▸ Task brief
From the first line to the last, copy the data exactly and drop the pictures.

BEGIN Material shown

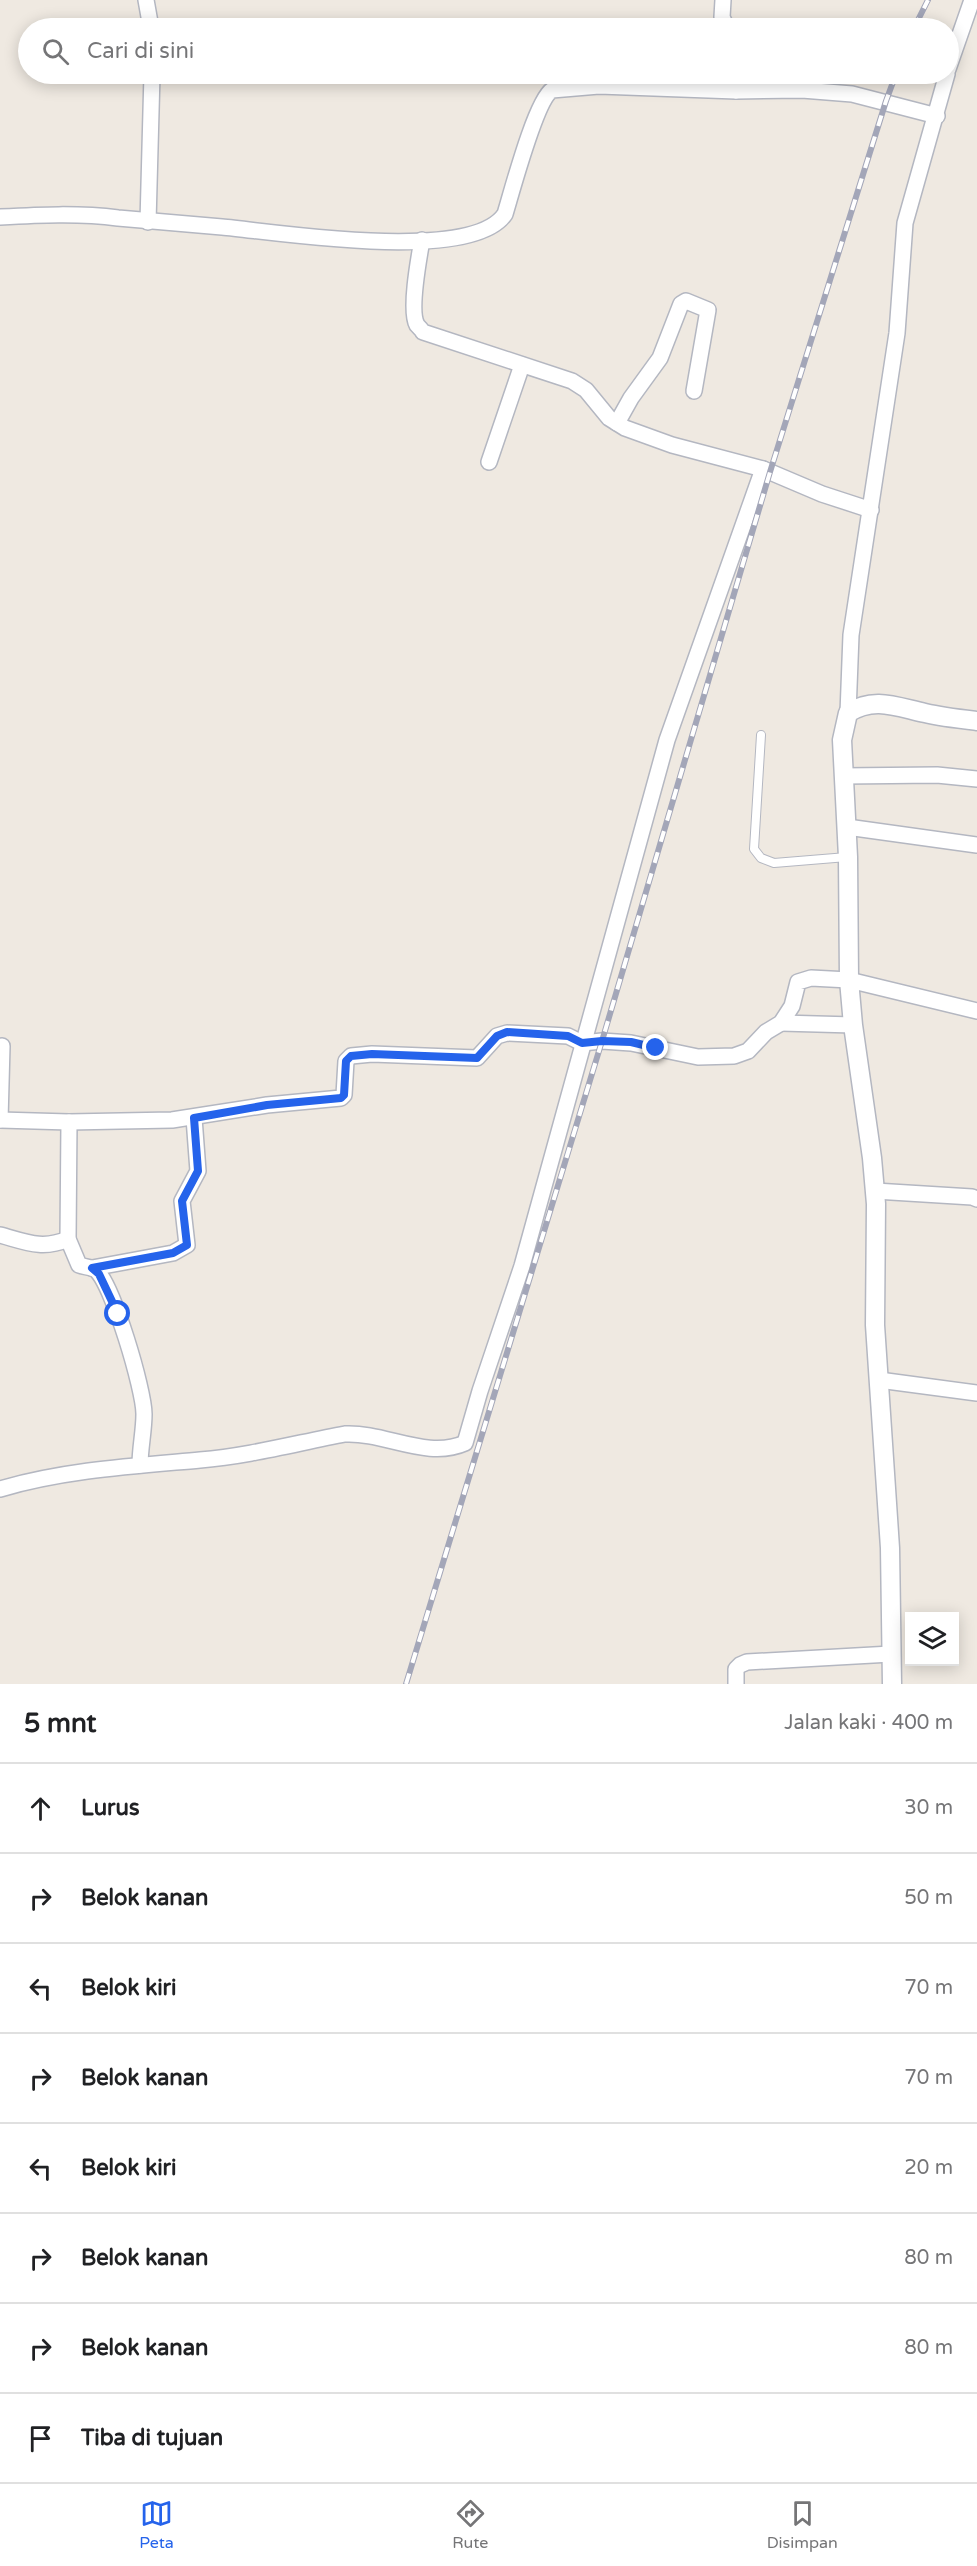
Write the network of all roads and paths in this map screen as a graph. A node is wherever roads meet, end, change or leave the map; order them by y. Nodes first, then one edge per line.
1 (146, 0) edge
2 (723, 0) edge
3 (972, 0) edge
4 (149, 18) edge
5 (722, 18) edge
6 (959, 37) edge
7 (152, 84) edge
8 (736, 84) edge
9 (945, 84) edge
10 (736, 91) junction
11 (937, 116) junction
12 (0, 217) edge
13 (148, 222) junction
14 (423, 240) junction
15 (522, 365) junction
16 (694, 391) dead end
17 (617, 423) junction
18 (489, 462) dead end
19 (763, 469) junction
20 (871, 510) junction
21 (848, 713) junction
22 (977, 721) edge
23 (761, 735) dead end
24 (843, 776) junction
25 (977, 779) edge
26 (847, 827) junction
27 (977, 845) edge
28 (848, 857) junction
29 (849, 980) junction
30 (977, 1011) edge
31 (781, 1023) junction
32 (853, 1025) junction
33 (582, 1043) junction
34 (2, 1046) dead end
35 (194, 1118) junction
36 (0, 1120) edge
37 (69, 1122) junction
38 (875, 1191) junction
39 (977, 1199) edge
40 (0, 1235) edge
41 (68, 1239) junction
42 (92, 1268) junction
43 (879, 1380) junction
44 (977, 1393) edge
45 (140, 1465) junction
46 (0, 1489) edge
47 (891, 1654) junction
48 (736, 1684) edge
49 (892, 1684) edge

1 - 4 street
2 - 5 street
3 - 6 street
7 - 13 street
8 - 10 street
9 - 11 street
10 - 11 street
10 - 14 street
11 - 20 street
12 - 13 street
13 - 14 street
14 - 15 street
15 - 17 street
15 - 18 street
16 - 17 street
17 - 19 street
19 - 20 street
19 - 33 street
20 - 21 street
21 - 22 street
21 - 24 street
23 - 28 lane
24 - 25 street
24 - 26 street
26 - 27 street
26 - 28 street
28 - 29 street
29 - 30 street
29 - 31 street
29 - 32 street
31 - 32 street
31 - 33 street
32 - 38 street
33 - 35 street
33 - 45 street
34 - 36 street
35 - 37 street
35 - 42 street
36 - 37 street
37 - 41 street
38 - 39 street
38 - 43 street
40 - 41 street
41 - 42 street
42 - 45 street
43 - 44 street
43 - 47 street
45 - 46 street
47 - 48 street
47 - 49 street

END Material shown

▸ Answer below
Write the network of all roads and paths in this map screen as a graph. A node is wherever roads meet, end, change or leave the map; order them by y. Nodes first, then one edge per line.
1 (146, 0) edge
2 (723, 0) edge
3 (972, 0) edge
4 (149, 18) edge
5 (722, 18) edge
6 (959, 37) edge
7 (152, 84) edge
8 (736, 84) edge
9 (945, 84) edge
10 (736, 91) junction
11 (937, 116) junction
12 (0, 217) edge
13 (148, 222) junction
14 (423, 240) junction
15 (522, 365) junction
16 (694, 391) dead end
17 (617, 423) junction
18 (489, 462) dead end
19 (763, 469) junction
20 (871, 510) junction
21 (848, 713) junction
22 (977, 721) edge
23 (761, 735) dead end
24 (843, 776) junction
25 (977, 779) edge
26 (847, 827) junction
27 (977, 845) edge
28 (848, 857) junction
29 (849, 980) junction
30 (977, 1011) edge
31 (781, 1023) junction
32 (853, 1025) junction
33 (582, 1043) junction
34 (2, 1046) dead end
35 (194, 1118) junction
36 (0, 1120) edge
37 (69, 1122) junction
38 (875, 1191) junction
39 (977, 1199) edge
40 (0, 1235) edge
41 (68, 1239) junction
42 (92, 1268) junction
43 (879, 1380) junction
44 (977, 1393) edge
45 (140, 1465) junction
46 (0, 1489) edge
47 (891, 1654) junction
48 (736, 1684) edge
49 (892, 1684) edge

1 - 4 street
2 - 5 street
3 - 6 street
7 - 13 street
8 - 10 street
9 - 11 street
10 - 11 street
10 - 14 street
11 - 20 street
12 - 13 street
13 - 14 street
14 - 15 street
15 - 17 street
15 - 18 street
16 - 17 street
17 - 19 street
19 - 20 street
19 - 33 street
20 - 21 street
21 - 22 street
21 - 24 street
23 - 28 lane
24 - 25 street
24 - 26 street
26 - 27 street
26 - 28 street
28 - 29 street
29 - 30 street
29 - 31 street
29 - 32 street
31 - 32 street
31 - 33 street
32 - 38 street
33 - 35 street
33 - 45 street
34 - 36 street
35 - 37 street
35 - 42 street
36 - 37 street
37 - 41 street
38 - 39 street
38 - 43 street
40 - 41 street
41 - 42 street
42 - 45 street
43 - 44 street
43 - 47 street
45 - 46 street
47 - 48 street
47 - 49 street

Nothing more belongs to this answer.